[[ Provided records open ]]

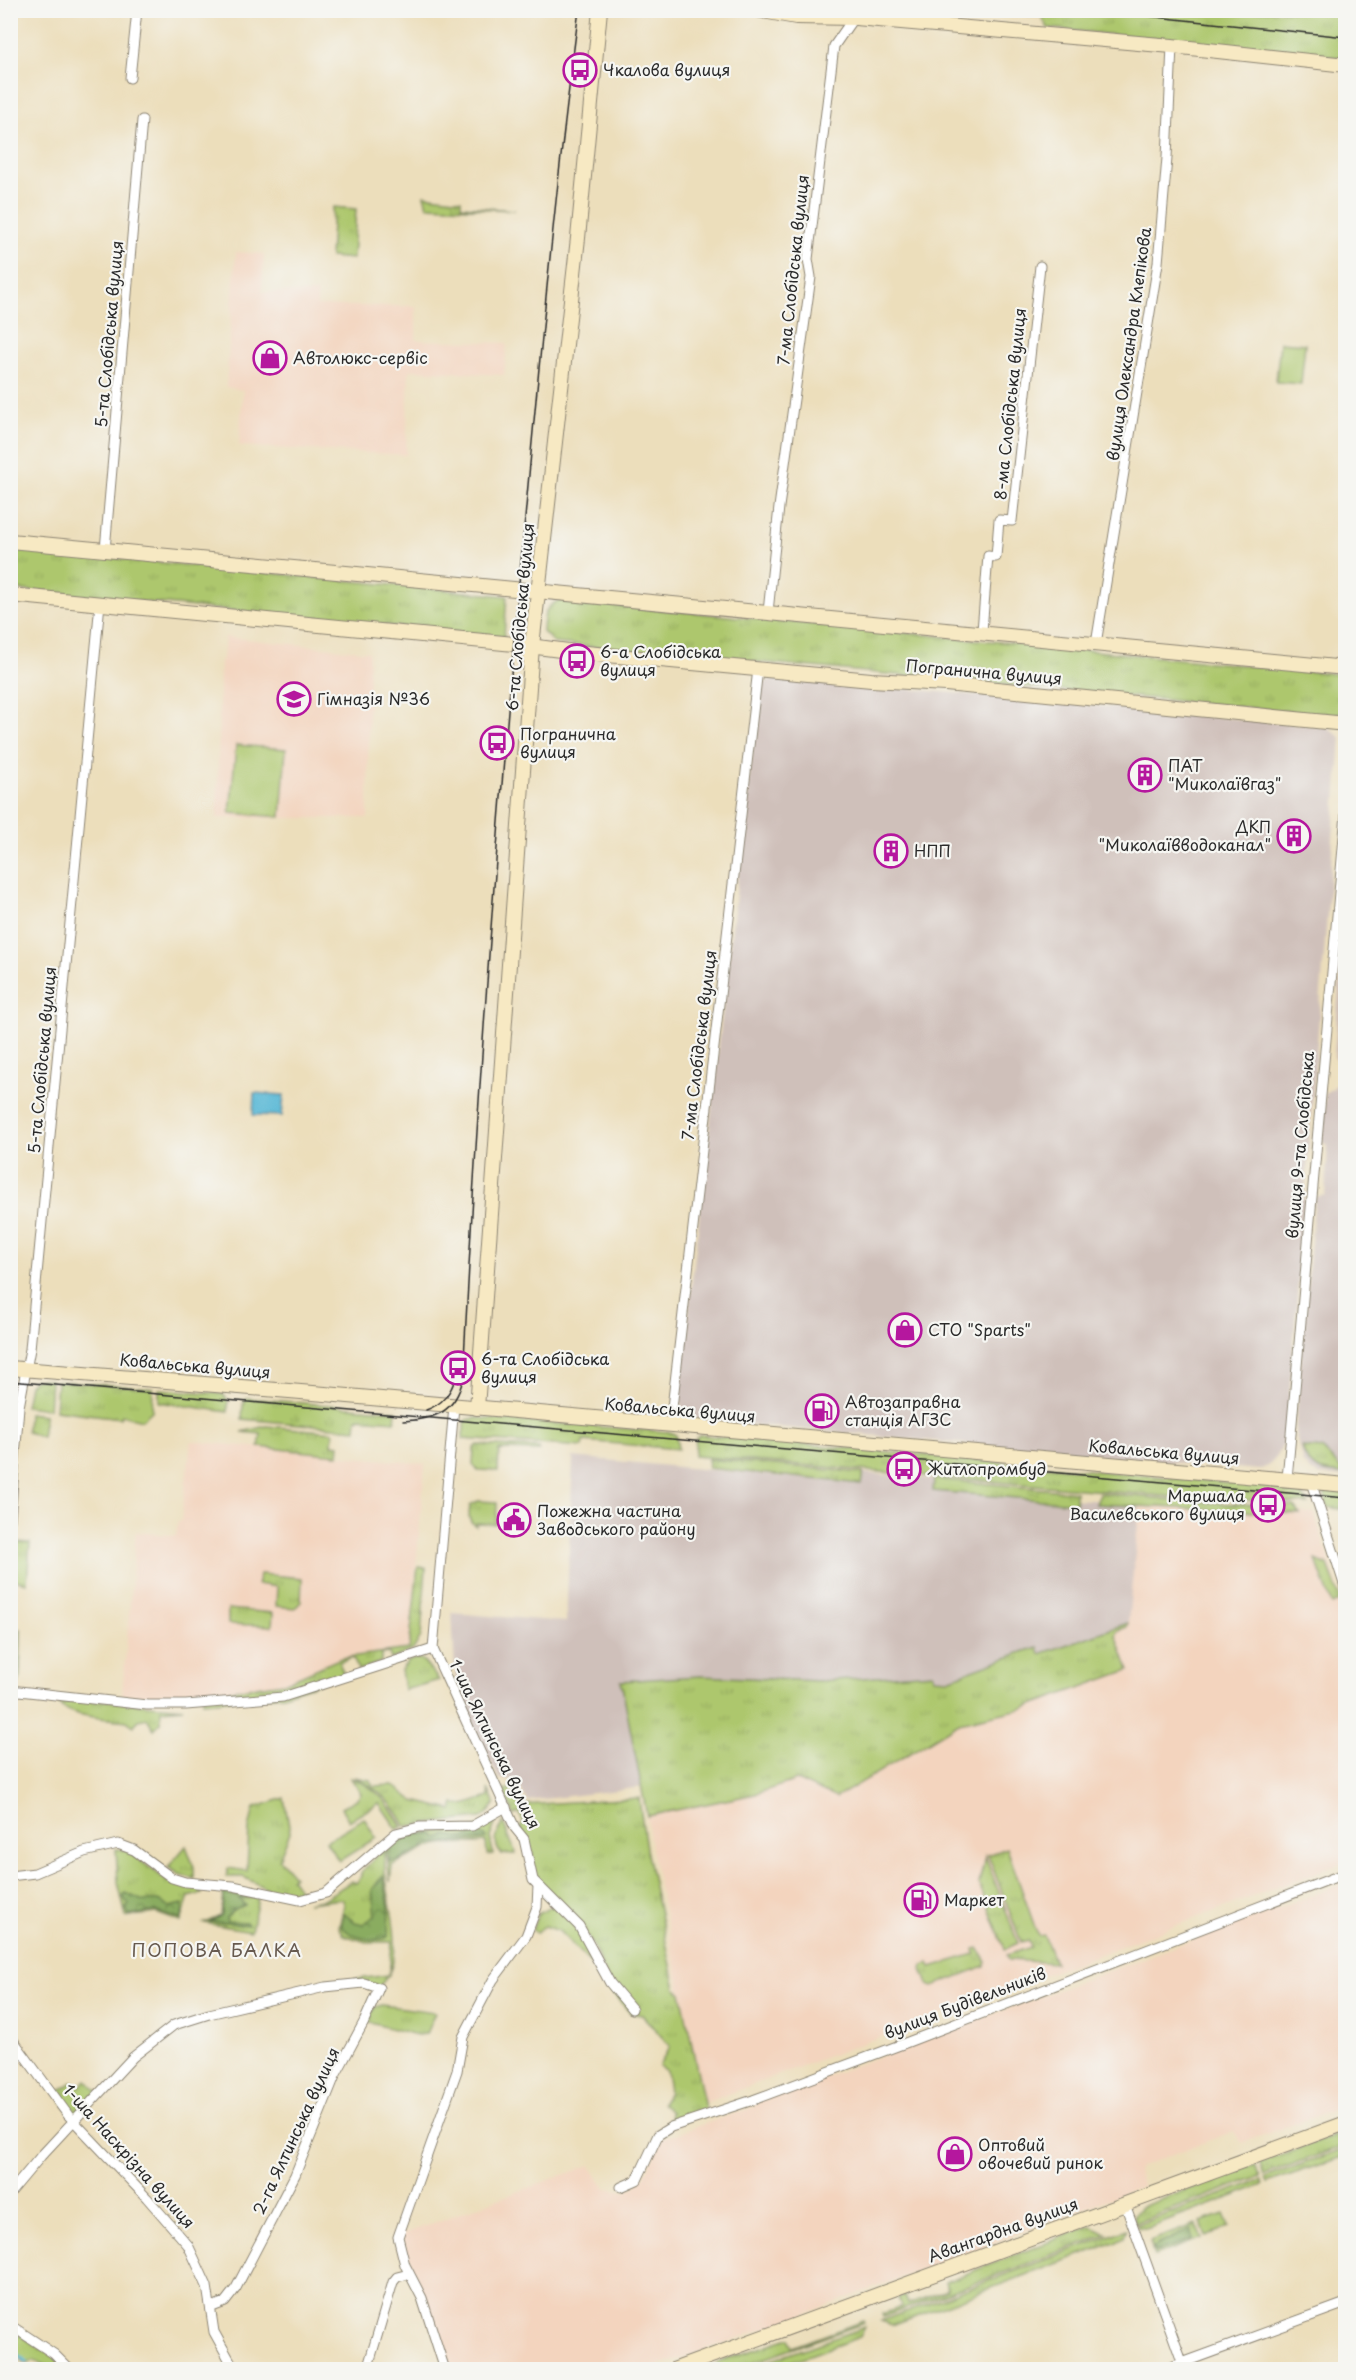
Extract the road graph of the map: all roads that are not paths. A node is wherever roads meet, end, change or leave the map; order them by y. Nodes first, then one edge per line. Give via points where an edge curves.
1 (137, 10) edge
2 (600, 10) edge
3 (757, 10) edge
4 (857, 14) edge
5 (1172, 46) junction
6 (1346, 65) edge
7 (130, 78) dead end
8 (142, 120) dead end
9 (1040, 266) dead end
10 (10, 541) edge
11 (105, 550) junction
12 (537, 591) junction
13 (10, 595) edge
14 (100, 603) junction
15 (768, 612) junction
16 (982, 632) junction
17 (1096, 644) junction
18 (532, 646) junction
19 (1346, 668) edge
20 (758, 669) junction
21 (1346, 724) edge
22 (1346, 814) edge
23 (10, 1368) edge
24 (27, 1370) junction
25 (454, 1406) junction
26 (477, 1408) junction
27 (670, 1425) junction
28 (1287, 1479) junction
29 (1311, 1482) junction
30 (1346, 1485) edge
31 (10, 1520) edge
32 (1346, 1590) edge
33 (433, 1650) junction
34 (10, 1690) edge
35 (506, 1807) junction
36 (1346, 1873) edge
37 (10, 1876) edge
38 (538, 1886) junction
39 (632, 2009) dead end
40 (10, 2036) edge
41 (74, 2121) junction
42 (1346, 2123) edge
43 (621, 2187) dead end
44 (10, 2193) edge
45 (1125, 2204) junction
46 (410, 2274) junction
47 (1346, 2303) edge
48 (212, 2307) junction
49 (10, 2325) edge
50 (692, 2366) edge
51 (1184, 2366) edge
52 (69, 2368) edge
53 (235, 2370) edge
54 (367, 2370) edge
55 (445, 2370) edge
56 (673, 2370) edge
57 (1163, 2370) edge

1 - 7 street
2 - 12 street, 6-та Слобідська вулиця
3 - 4 street via 796,17
4 - 5 street
4 - 15 street, 7-ма Слобідська вулиця via 834,46 808,259 811,277
5 - 6 street
5 - 17 street, вулиця Олександра Клепікова via 1158,263
8 - 11 street, 5-та Слобідська вулиця
9 - 16 street, 8-ма Слобідська вулиця via 1012,521 999,520 996,556 988,556
10 - 11 street
11 - 12 street
12 - 15 street
12 - 18 street, 6-та Слобідська вулиця
13 - 14 street, Погранична вулиця
14 - 18 street, Погранична вулиця
14 - 24 street, 5-та Слобідська вулиця
15 - 16 street
16 - 17 street
17 - 19 street
18 - 20 street, Погранична вулиця
18 - 26 street, 6-та Слобідська вулиця
20 - 21 street, Погранична вулиця
20 - 27 street, 7-ма Слобідська вулиця
22 - 28 street, вулиця 9-та Слобідська
23 - 24 street, Ковальська вулиця
24 - 25 street, Ковальська вулиця
24 - 31 street, 5-та Слобідська вулиця
25 - 26 street, Ковальська вулиця
25 - 33 street
26 - 27 street, Ковальська вулиця
27 - 28 street, Ковальська вулиця
28 - 29 street, Ковальська вулиця
29 - 30 street, Ковальська вулиця
29 - 32 street
33 - 34 street via 279,1698 147,1705
33 - 35 street, 1-ша Ялтинська вулиця
35 - 37 street via 472,1826 426,1827 396,1833 326,1893 300,1900 172,1878 135,1850 118,1844 84,1852 35,1873
35 - 38 street, 1-ша Ялтинська вулиця via 515,1830 524,1839 533,1880
36 - 43 street, вулиця Будівельників via 908,2042 670,2127 658,2135 637,2180
38 - 39 street, 1-ша Ялтинська вулиця via 579,1926 610,1983
38 - 46 street, 1-ша Ялтинська вулиця via 537,1907 526,1936 493,1980 462,2039 457,2071 399,2234
40 - 41 street, 1-ша Наскрізна вулиця
41 - 44 street
41 - 48 street, 1-ша Наскрізна вулиця via 188,2245 203,2273
41 - 48 street, 2-га Ялтинська вулиця via 133,2057 174,2025 325,1987 364,1983 379,1988 335,2076 295,2175 237,2288 225,2302
42 - 45 street, Авангардна вулиця
45 - 50 street, Авангардна вулиця
45 - 51 street
46 - 54 street via 393,2282
46 - 55 street, 1-ша Ялтинська вулиця via 422,2298
47 - 51 street
48 - 53 street, 1-ша Наскрізна вулиця via 214,2332
49 - 52 street
50 - 56 street, Авангардна вулиця
51 - 57 street

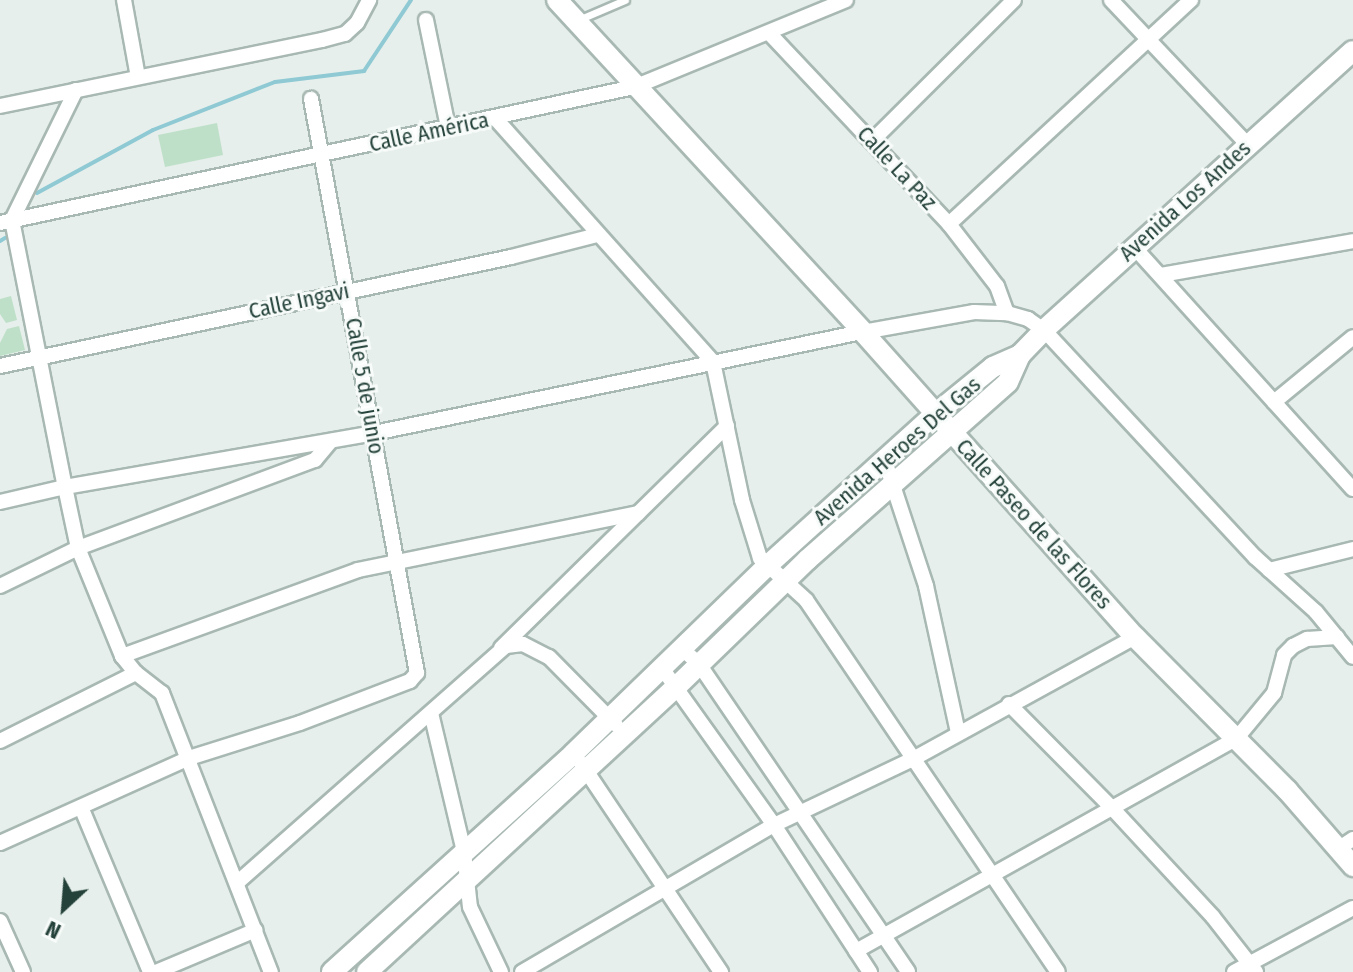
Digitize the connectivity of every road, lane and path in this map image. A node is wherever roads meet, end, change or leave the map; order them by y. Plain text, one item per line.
1 (124, 0) edge
2 (369, 0) edge
3 (557, 0) edge
4 (625, 0) edge
5 (846, 0) edge
6 (1014, 0) edge
7 (1111, 0) edge
8 (1191, 0) edge
9 (426, 20) dead end
10 (576, 21) junction
11 (770, 34) junction
12 (1149, 39) junction
13 (1353, 52) edge
14 (138, 77) junction
15 (634, 87) junction
16 (76, 90) junction
17 (311, 99) dead end
18 (0, 106) edge
19 (495, 118) junction
20 (448, 127) junction
21 (872, 141) junction
22 (1247, 144) junction
23 (321, 155) junction
24 (6, 222) edge
25 (949, 224) junction
26 (597, 235) junction
27 (1353, 241) edge
28 (1134, 247) junction
29 (1161, 275) junction
30 (348, 290) junction
31 (1007, 313) junction
32 (1044, 330) junction
33 (863, 332) junction
34 (1353, 337) edge
35 (1020, 355) junction
36 (41, 356) junction
37 (713, 362) junction
38 (0, 366) edge
39 (1274, 402) junction
40 (934, 415) junction
41 (727, 426) junction
42 (950, 430) junction
43 (374, 433) junction
44 (331, 441) junction
45 (885, 461) junction
46 (893, 481) junction
47 (65, 487) junction
48 (1353, 489) edge
49 (0, 502) edge
50 (638, 513) junction
51 (78, 548) junction
52 (1353, 549) edge
53 (396, 561) junction
54 (767, 566) junction
55 (1269, 570) junction
56 (785, 581) junction
57 (0, 586) edge
58 (1135, 637) junction
59 (1337, 637) junction
60 (501, 648) junction
61 (682, 649) junction
62 (122, 656) junction
63 (1353, 657) edge
64 (699, 664) junction
65 (662, 668) junction
66 (136, 673) junction
67 (677, 686) junction
68 (1009, 704) junction
69 (431, 713) junction
70 (611, 718) junction
71 (958, 733) junction
72 (625, 734) junction
73 (1236, 739) junction
74 (0, 741) edge
75 (189, 758) junction
76 (913, 759) junction
77 (580, 761) junction
78 (81, 807) junction
79 (1113, 809) junction
80 (801, 812) junction
81 (774, 825) junction
82 (0, 843) edge
83 (1346, 844) edge
84 (464, 852) junction
85 (1353, 866) edge
86 (993, 873) junction
87 (467, 881) junction
88 (238, 882) junction
89 (666, 888) junction
90 (1353, 908) edge
91 (0, 921) edge
92 (256, 930) junction
93 (884, 935) junction
94 (362, 946) junction
95 (856, 951) junction
96 (1254, 968) edge
97 (373, 970) edge
98 (23, 972) edge
99 (153, 972) edge
100 (271, 972) edge
101 (332, 972) edge
102 (501, 972) edge
103 (522, 972) edge
104 (721, 972) edge
105 (870, 972) edge
106 (908, 972) edge
107 (1058, 972) edge
108 (1234, 972) edge

1 - 14 street
2 - 14 street
3 - 10 street, Calle Paseo de las Flores
4 - 10 lane
5 - 11 street, Calle América
6 - 21 street
7 - 12 street
8 - 12 street
9 - 20 street
10 - 15 street, Calle Paseo de las Flores
11 - 15 street, Calle América
11 - 21 street, Calle La Paz
12 - 22 street
12 - 25 street
13 - 22 street, Avenida Los Andes
14 - 16 street
15 - 19 street, Calle América
15 - 33 street, Calle Paseo de las Flores
16 - 18 street
16 - 24 street
17 - 23 street, Calle 5 de junio
19 - 20 street, Calle América
19 - 26 street
20 - 23 street, Calle América
21 - 25 street, Calle La Paz
22 - 28 street, Avenida Los Andes
23 - 24 street, Calle América
23 - 30 street, Calle 5 de junio
24 - 36 street
25 - 31 street, Calle La Paz
26 - 30 street, Calle Ingavi
26 - 37 street
27 - 29 street
28 - 29 street
28 - 32 street, Avenida Los Andes
29 - 39 street
30 - 36 street, Calle Ingavi
30 - 43 street, Calle 5 de junio
31 - 32 street
31 - 33 street
32 - 35 street, Avenida Los Andes
32 - 55 street
33 - 37 street
33 - 40 street, Calle Paseo de las Flores
34 - 39 street
35 - 40 street, Avenida Heroes Del Gas
35 - 42 street, Avenida Heroes Del Gas
36 - 38 street, Calle Ingavi
36 - 47 street
37 - 41 street
37 - 43 street
39 - 48 street
40 - 42 street, Calle Paseo de las Flores
40 - 45 street, Avenida Heroes Del Gas
41 - 50 street
41 - 54 street
42 - 46 street, Avenida Heroes Del Gas
42 - 58 street, Calle Paseo de las Flores
43 - 44 street
43 - 53 street, Calle 5 de junio
44 - 47 street
44 - 51 street
45 - 46 street
45 - 54 street, Avenida Heroes Del Gas
46 - 56 street, Avenida Heroes Del Gas
46 - 71 street
47 - 49 street
47 - 51 street
50 - 53 street
50 - 60 street
51 - 57 street
51 - 62 street
52 - 55 street
53 - 62 street
53 - 75 street, Calle 5 de junio
54 - 56 street
54 - 61 street, Avenida Heroes Del Gas
55 - 59 street
56 - 64 street, Avenida Heroes Del Gas
56 - 76 street
58 - 68 street
58 - 73 street, Calle Paseo de las Flores
59 - 63 street
59 - 73 street
60 - 69 street
60 - 70 street
61 - 64 street
61 - 65 street, Avenida Heroes Del Gas
62 - 66 street
64 - 67 street, Avenida Heroes Del Gas
64 - 80 street
65 - 67 street
65 - 70 street, Avenida Heroes Del Gas
66 - 74 street
66 - 75 street
67 - 72 street, Avenida Heroes Del Gas
67 - 81 street
68 - 71 street
68 - 79 street
69 - 84 street
69 - 88 street
70 - 72 street
70 - 77 street, Avenida Heroes Del Gas
71 - 76 street
72 - 77 street, Avenida Heroes Del Gas
73 - 79 street
73 - 83 street, Calle Paseo de las Flores
75 - 78 street
75 - 88 street
76 - 80 street
76 - 86 street
77 - 84 street, Avenida Heroes Del Gas
77 - 87 street, Avenida Heroes Del Gas
77 - 89 street
78 - 82 street
78 - 99 street
79 - 86 street
79 - 96 street
80 - 81 street
80 - 93 street
81 - 89 street
81 - 95 street
83 - 85 street, Calle Paseo de las Flores
84 - 87 street
84 - 94 street, Avenida Heroes Del Gas
86 - 93 street
86 - 107 street
87 - 97 street, Avenida Heroes Del Gas
87 - 102 street
88 - 92 street
89 - 103 street
89 - 104 street
90 - 96 street
91 - 98 street
92 - 99 street
92 - 100 street
93 - 95 street
93 - 106 street
94 - 97 street
94 - 101 street, Avenida Heroes Del Gas
95 - 105 street
96 - 108 street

[[ Provided records closed ]]

Problem »
Pull every line containing the word "Ковальська" out of the entries above.

Result below »
23 - 24 street, Ковальська вулиця
24 - 25 street, Ковальська вулиця
25 - 26 street, Ковальська вулиця
26 - 27 street, Ковальська вулиця
27 - 28 street, Ковальська вулиця
28 - 29 street, Ковальська вулиця
29 - 30 street, Ковальська вулиця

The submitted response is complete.